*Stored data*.
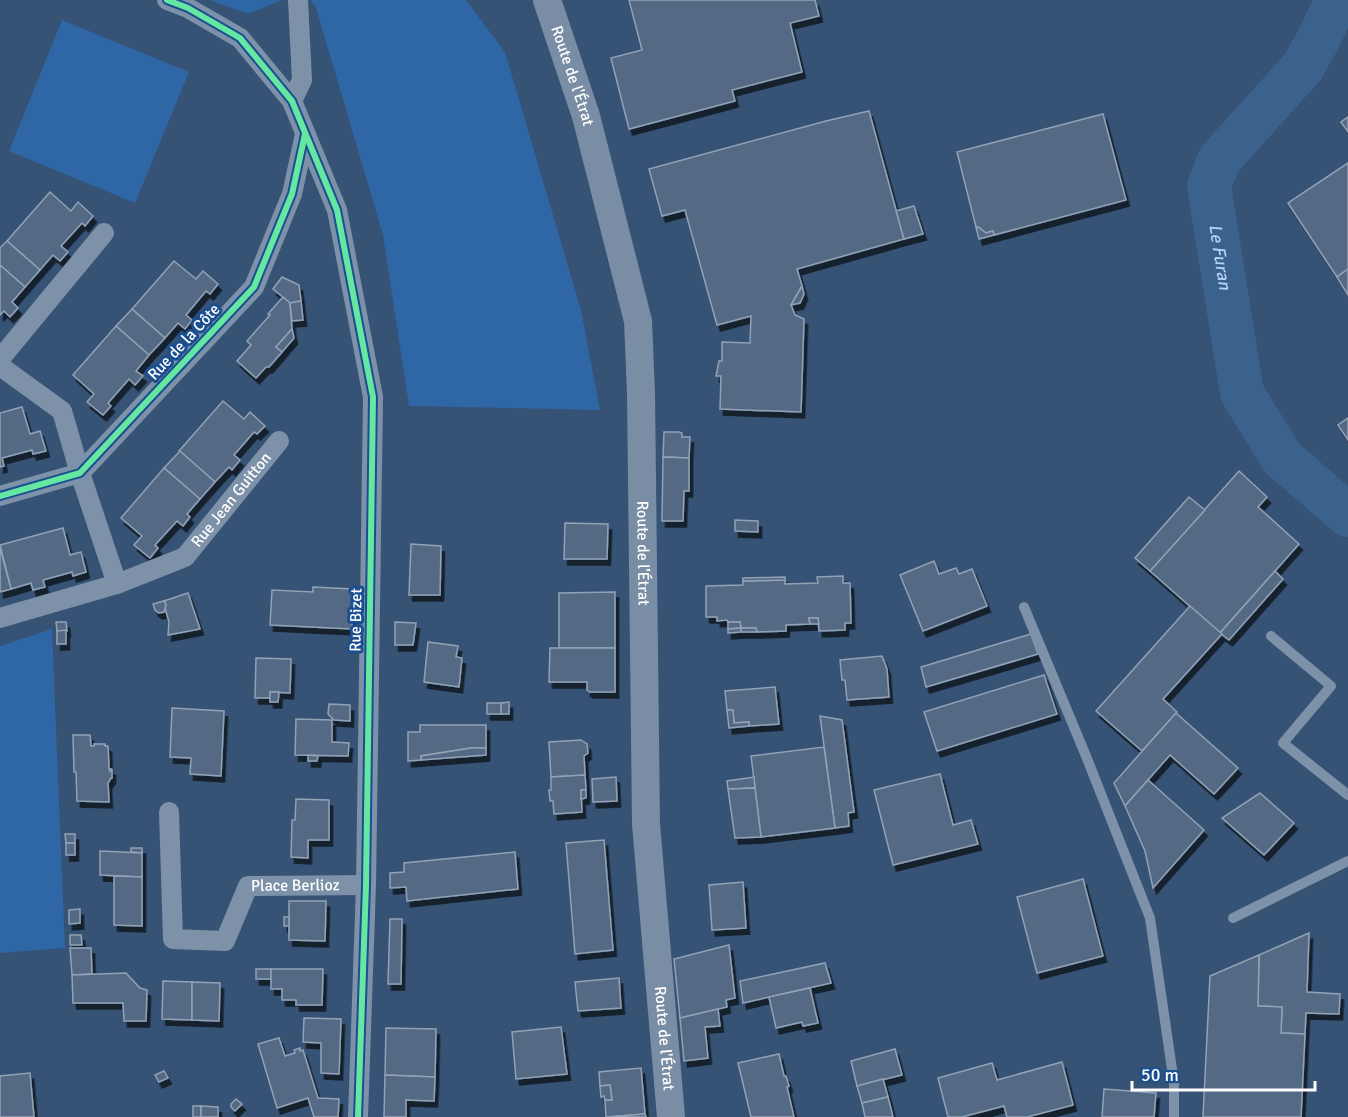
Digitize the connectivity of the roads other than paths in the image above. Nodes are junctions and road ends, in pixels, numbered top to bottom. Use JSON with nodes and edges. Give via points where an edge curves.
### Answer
{"nodes":[{"id":1,"x":167,"y":0,"type":"edge"},
{"id":2,"x":298,"y":0,"type":"edge"},
{"id":3,"x":547,"y":0,"type":"edge"},
{"id":4,"x":292,"y":100,"type":"junction"},
{"id":5,"x":306,"y":134,"type":"junction"},
{"id":6,"x":104,"y":233,"type":"dead end"},
{"id":7,"x":0,"y":359,"type":"edge"},
{"id":8,"x":0,"y":366,"type":"edge"},
{"id":9,"x":279,"y":441,"type":"dead end"},
{"id":10,"x":80,"y":473,"type":"junction"},
{"id":11,"x":0,"y":495,"type":"edge"},
{"id":12,"x":117,"y":584,"type":"junction"},
{"id":13,"x":1024,"y":607,"type":"dead end"},
{"id":14,"x":0,"y":618,"type":"edge"},
{"id":15,"x":1271,"y":636,"type":"dead end"},
{"id":16,"x":1348,"y":795,"type":"edge"},
{"id":17,"x":169,"y":812,"type":"dead end"},
{"id":18,"x":1348,"y":861,"type":"edge"},
{"id":19,"x":366,"y":885,"type":"junction"},
{"id":20,"x":1233,"y":918,"type":"dead end"},
{"id":21,"x":358,"y":1117,"type":"edge"},
{"id":22,"x":671,"y":1117,"type":"edge"},
{"id":23,"x":1174,"y":1117,"type":"edge"}],
"edges":[{"from":1,"to":4,"type":"street","name":"Rue Bizet","via":[[240,38]]},
{"from":2,"to":4,"type":"street","via":[[302,80]]},
{"from":3,"to":22,"type":"main road","name":"Route de l'Étrat","via":[[586,116],[638,321],[646,824]]},
{"from":4,"to":5,"type":"street","name":"Rue Bizet"},
{"from":5,"to":10,"type":"street","name":"Rue de la Côte","via":[[292,194],[254,287]]},
{"from":5,"to":19,"type":"street","name":"Rue Bizet","via":[[337,210],[374,397]]},
{"from":6,"to":7,"type":"street"},
{"from":8,"to":10,"type":"street","via":[[62,411]]},
{"from":9,"to":12,"type":"street","name":"Rue Jean Guitton","via":[[185,557]]},
{"from":10,"to":11,"type":"street"},
{"from":10,"to":12,"type":"street"},
{"from":12,"to":14,"type":"street","name":"Rue Jean Guitton"},
{"from":13,"to":23,"type":"lane","via":[[1150,918],[1174,1083]]},
{"from":15,"to":16,"type":"lane","via":[[1331,686],[1283,743]]},
{"from":17,"to":19,"type":"street","name":"Place Berlioz","via":[[173,939],[225,941],[248,886]]},
{"from":18,"to":20,"type":"lane"},
{"from":19,"to":21,"type":"street","name":"Rue Bizet"}]}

*YOUR INSTRUCTIONS*. Tally the lines of the records holding the word "Guitton", then state only the tally.

*RESPONSE AREA*. 2